Foucault’s view here seems to explicitly support a gender-neutral view on violence: men have power over women in our society, but their power is not based on or upheld by violence. To govern is not to physically determine the conduct of passive objects. Government involves rationality, offering reasons for the governed to do what they are told, and this means that they can also question these reasons. Neither is male domination a static feature of society: it consists of a dynamic network of practices that always incorporate resistance. While power relations thus permeate the whole body of society, they are denser in some areas and less dense in others. There is no patriarchy understood as a rigid system of coercive controls. Society is a fluid network of changing power relations traversed by resistance.

A more careful reading of Foucault’s writings on power and violence complicates the picture, however. He argued that even though power relations were essentially fluid and reversible, what usually characterized power was that these relationships had become stabilized through institutions. This means that the mobility of power relations is limited, and that there are strongholds that are difficult to suppress because they have been institutionalized in courts, codes, and so on. In other words, the strategic relations between people have become rigid (Foucault 1997, 169).

In one of his final interviews in 1984 he also distinguished between power as strategic relationships between individuals and power as states of domination. Strategic relationships refer to the ways in which individuals try to determine the conduct of others, and they are not necessarily harmful in any way as long as they are reversible and based on mutual consent. States of domination, on the other hand, refer to situations in which individuals are unable to overturn or alter the power relations (Foucault 1997, 229). While Foucault argued that power as a strategic relationship could be clearly demarcated from violence, he held that domination and violence, on the other hand, were often essentially coupled. As Thomas Flynn (2005, 244–45, 250) writes, for Foucault, all violence is attached to relations of power, but not all relations of power necessarily entail violence. It is rather the species of power that Foucault calls “domination,” and which Flynn labels “negative” power, with which violence is necessarily associated.

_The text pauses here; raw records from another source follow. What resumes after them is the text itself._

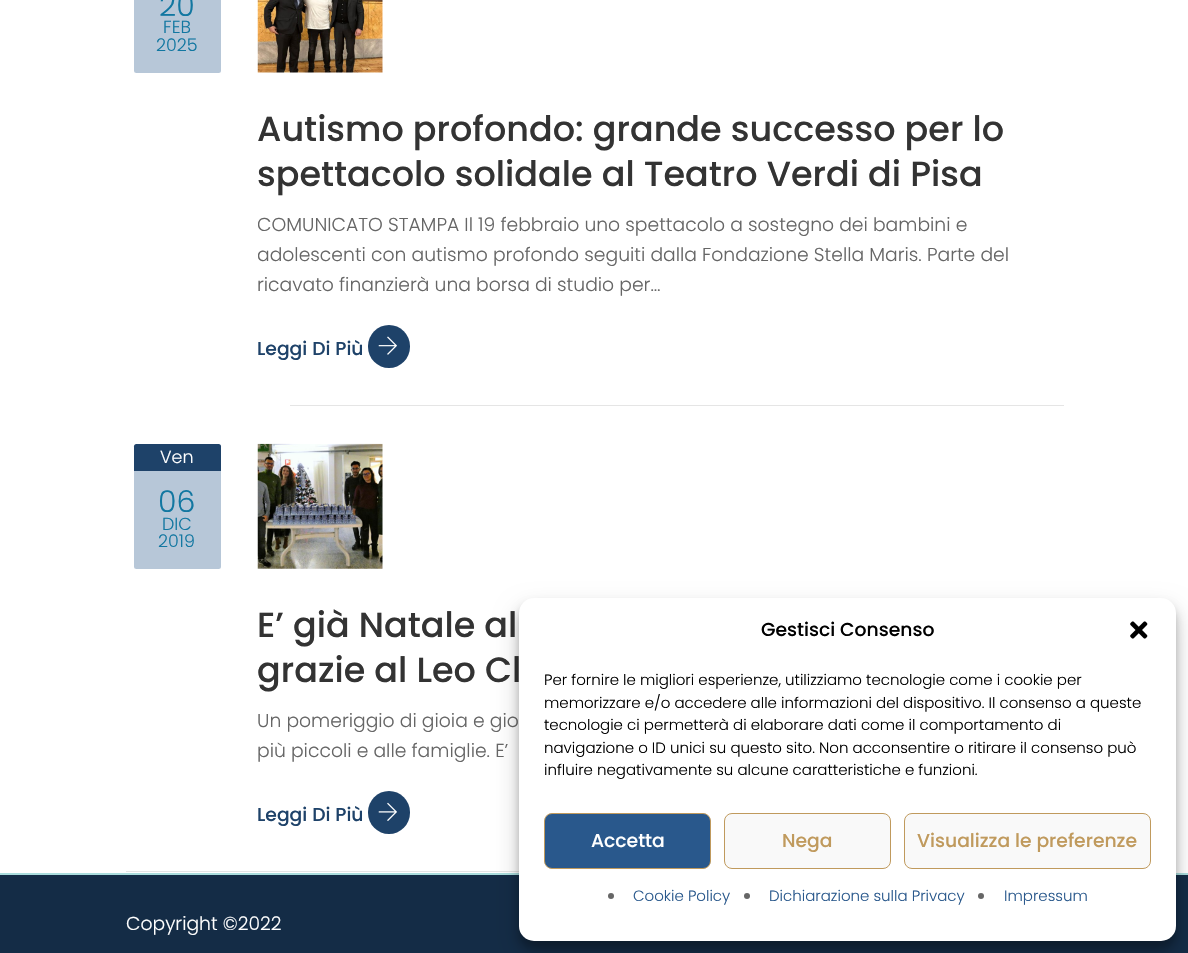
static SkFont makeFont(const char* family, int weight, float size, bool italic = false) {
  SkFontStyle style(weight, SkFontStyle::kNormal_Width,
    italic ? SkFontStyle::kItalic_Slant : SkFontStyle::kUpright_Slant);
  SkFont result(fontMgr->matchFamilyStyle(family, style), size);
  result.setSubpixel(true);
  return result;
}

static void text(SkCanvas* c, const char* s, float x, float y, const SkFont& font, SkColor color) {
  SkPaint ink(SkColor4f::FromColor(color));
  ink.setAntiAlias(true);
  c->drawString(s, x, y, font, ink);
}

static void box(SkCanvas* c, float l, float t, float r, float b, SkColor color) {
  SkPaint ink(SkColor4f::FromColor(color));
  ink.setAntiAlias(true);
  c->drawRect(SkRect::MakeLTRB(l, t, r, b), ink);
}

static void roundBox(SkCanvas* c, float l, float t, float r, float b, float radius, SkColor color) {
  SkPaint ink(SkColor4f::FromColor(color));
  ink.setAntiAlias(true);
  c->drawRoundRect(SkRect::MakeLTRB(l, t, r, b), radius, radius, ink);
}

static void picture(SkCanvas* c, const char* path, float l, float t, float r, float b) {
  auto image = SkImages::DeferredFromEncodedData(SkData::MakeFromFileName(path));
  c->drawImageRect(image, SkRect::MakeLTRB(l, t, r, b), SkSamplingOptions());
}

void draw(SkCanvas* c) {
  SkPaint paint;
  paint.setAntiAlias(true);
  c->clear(0xffffffff);
  roundBox(c, 134, -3, 221, 73, 2.5f, 0xffb7c7d8);
  SkFont face1 = makeFont("Poppins", 300, 30);
  text(c, "20", 159, 16, face1, 0xff1277a1);
  SkFont face2 = makeFont("Poppins", 300, 17.5f);
  text(c, "FEB", 163, 33, face2, 0xff1277a1);
  text(c, "2025", 156, 51, face2, 0xff1277a1);
  picture(c, "img_01.png", 257, 0, 383, 73);
  SkFont face3 = makeFont("Poppins", 500, 35);
  text(c, "Autismo profondo: grande successo per lo", 257, 141, face3, 0xff333333);
  text(c, "spettacolo solidale al Teatro Verdi di Pisa", 257, 186, face3, 0xff333333);
  c->save();
  c->clipRect(SkRect::MakeLTRB(258, 0, 1064, 405));
  SkFont face4 = makeFont("Poppins", 300, 18.75f);
  text(c, "COMUNICATO STAMPA Il 19 febbraio uno spettacolo a sostegno dei bambini e", 257, 231, face4, 0xff666666);
  text(c, "adolescenti con autismo profondo seguiti dalla Fondazione Stella Maris. Parte del", 257, 261, face4, 0xff666666);
  c->restore();
  text(c, "ricavato finanzierà una borsa di studio per…", 257, 291, face4, 0xff666666);
  SkFont face5 = makeFont("Poppins", 500, 18.75f);
  text(c, "Leggi Di Più", 257, 355, face5, 0xff1e4269);
  roundBox(c, 368, 325, 410, 368, 21, 0xff1e4269);
  picture(c, "img_02.png", 378, 336, 397, 355);
  box(c, 290, 405, 1064, 406, 0xffe5e5e5);
  box(c, 126, 871, 519, 872, 0xffe5e5e5);
  roundBox(c, 134, 444, 221, 569, 2.5f, 0xffb7c7d8);
  paint.setColor(0xff1e4269);
  c->drawPath(SkPathBuilder().moveTo(136.5f, 444).lineTo(218.5f, 444).cubicTo(220, 444, 221, 445, 221, 446.5f).lineTo(221, 471).lineTo(134, 471).lineTo(134, 446.5f).cubicTo(134, 445, 135, 444, 136.5f, 444).close().detach(), paint);
  text(c, "Ven", 160, 463, face2, 0xffffffff);
  text(c, "06", 158, 512, face1, 0xff1277a1);
  text(c, "DIC", 162, 530, face2, 0xff1277a1);
  text(c, "2019", 158, 547, face2, 0xff1277a1);
  picture(c, "img_03.png", 257, 443, 383, 569);
  text(c, "E’ già Natale al", 257, 637, face3, 0xff333333);
  text(c, "grazie al Leo Cl", 257, 682, face3, 0xff333333);
  text(c, "Un pomeriggio di gioia e gio", 257, 727, face4, 0xff666666);
  text(c, "più piccoli e alle famiglie. E’", 257, 757, face4, 0xff666666);
  text(c, "Leggi Di Più", 257, 821, face5, 0xff1e4269);
  roundBox(c, 368, 791, 410, 834, 21, 0xff1e4269);
  picture(c, "img_04.png", 378, 802, 397, 821);
  box(c, 0, 873, 1188, 875, 0xffaadddd);
  box(c, 0, 875, 1188, 953, 0xff142c46);
  text(c, "Copyright ©2022", 126, 930, face4, 0xffffffff);
  paint.setColor(0x3b000000);
  paint.setMaskFilter(SkMaskFilter::MakeBlur(kNormal_SkBlurStyle, 4));
  c->drawRoundRect(SkRect::MakeLTRB(519, 605, 1176, 949), 15, 15, paint);
  paint.setMaskFilter(nullptr);
  paint.setColor(0x30000000);
  paint.setMaskFilter(SkMaskFilter::MakeBlur(kNormal_SkBlurStyle, 12.5f));
  c->drawRoundRect(SkRect::MakeLTRB(519, 610, 1176, 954), 15, 15, paint);
  paint.setMaskFilter(nullptr);
  roundBox(c, 519, 598, 1176, 941, 15, 0xffffffff);
  text(c, "Gestisci Consenso", 761, 636, face5, 0xff000000);
  picture(c, "img_05.png", 1130, 621, 1148, 639);
  SkFont face6 = makeFont("Poppins", 300, 15);
  text(c, "Per fornire le migliori esperienze, utilizziamo tecnologie come i cookie per", 544, 685, face6, 0xff000000);
  text(c, "memorizzare e/o accedere alle informazioni del dispositivo. Il consenso a queste", 544, 708, face6, 0xff000000);
  text(c, "tecnologie ci permetterà di elaborare dati come il comportamento di", 544, 730, face6, 0xff000000);
  text(c, "navigazione o ID unici su questo sito. Non acconsentire o ritirare il consenso può", 544, 753, face6, 0xff000000);
  text(c, "influire negativamente su alcune caratteristiche e funzioni.", 544, 775, face6, 0xff000000);
  paint.setColor(0xff29588c);
  c->drawRoundRect(SkRect::MakeLTRB(544.5f, 813.5f, 710.5f, 868.5f), 7.5f, 7.5f, paint);
  paint.setStyle(SkPaint::kStroke_Style);
  paint.setStrokeWidth(1);
  paint.setColor(0xffc09a5d);
  c->drawRoundRect(SkRect::MakeLTRB(544.5f, 813.5f, 710.5f, 868.5f), 7.5f, 7.5f, paint);
  text(c, "Accetta", 591, 847, face5, 0xffffffff);
  paint.setStyle(SkPaint::kFill_Style);
  paint.setColor(0xfff9f9f9);
  c->drawRoundRect(SkRect::MakeLTRB(724.5f, 813.5f, 890.5f, 868.5f), 7.5f, 7.5f, paint);
  paint.setStyle(SkPaint::kStroke_Style);
  paint.setColor(0xffc09a5d);
  c->drawRoundRect(SkRect::MakeLTRB(724.5f, 813.5f, 890.5f, 868.5f), 7.5f, 7.5f, paint);
  text(c, "Nega", 782, 847, face5, 0xffc09a5d);
  paint.setStyle(SkPaint::kFill_Style);
  paint.setColor(0xfff9f9f9);
  c->drawRoundRect(SkRect::MakeLTRB(904.5f, 813.5f, 1150.5f, 868.5f), 7.5f, 7.5f, paint);
  paint.setStyle(SkPaint::kStroke_Style);
  paint.setColor(0xffc09a5d);
  c->drawRoundRect(SkRect::MakeLTRB(904.5f, 813.5f, 1150.5f, 868.5f), 7.5f, 7.5f, paint);
  text(c, "Visualizza le preferenze", 917, 847, face5, 0xffc09a5d);
  paint.setStyle(SkPaint::kFill_Style);
  paint.setColor(0xff666666);
  c->drawCircle(611, 896, 3, paint);
  text(c, "Cookie Policy", 633, 901, face6, 0xff29588c);
  c->drawCircle(747, 896, 3, paint);
  text(c, "Dichiarazione sulla Privacy", 769, 901, face6, 0xff29588c);
  c->drawCircle(981, 896, 3, paint);
  text(c, "Impressum", 1004, 901, face6, 0xff29588c);
}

Patriarchal power, or power of men over women in our society, provides clear examples of institutionalized and rigid power relations or states of domination. The ongoing feminist struggles have made it obvious that the subordination of women is difficult to eradicate because it is often codified in economic and institutional structures. The fluidity and reversibility of the individual power relations between men and women have, in many cases, been effectively blocked. In a situation in which a woman is unable to leave her violent husband because of economic reasons and child care arrangements, for example, the power relation is clearly a form of domination that is, furthermore, linked with violence.

Moreover, Foucault’s analyses of governmental rationalities open up a wider perspective on the issue of gendered violence. The practices and institutions of power are always enabled, regulated, and justified by a specific form of reasoning or rationality. The analytics of power technologies concentrates not only on the mechanisms of power, but also on the rationality that is part of the practices of governing. It is important to point out that while practices of power have rationality, so do practices of violence. Foucault repeatedly emphasized that there was no incompatibility between violence and rationality, but “what is most dangerous about violence is its rationality” (Foucault 2001: 803).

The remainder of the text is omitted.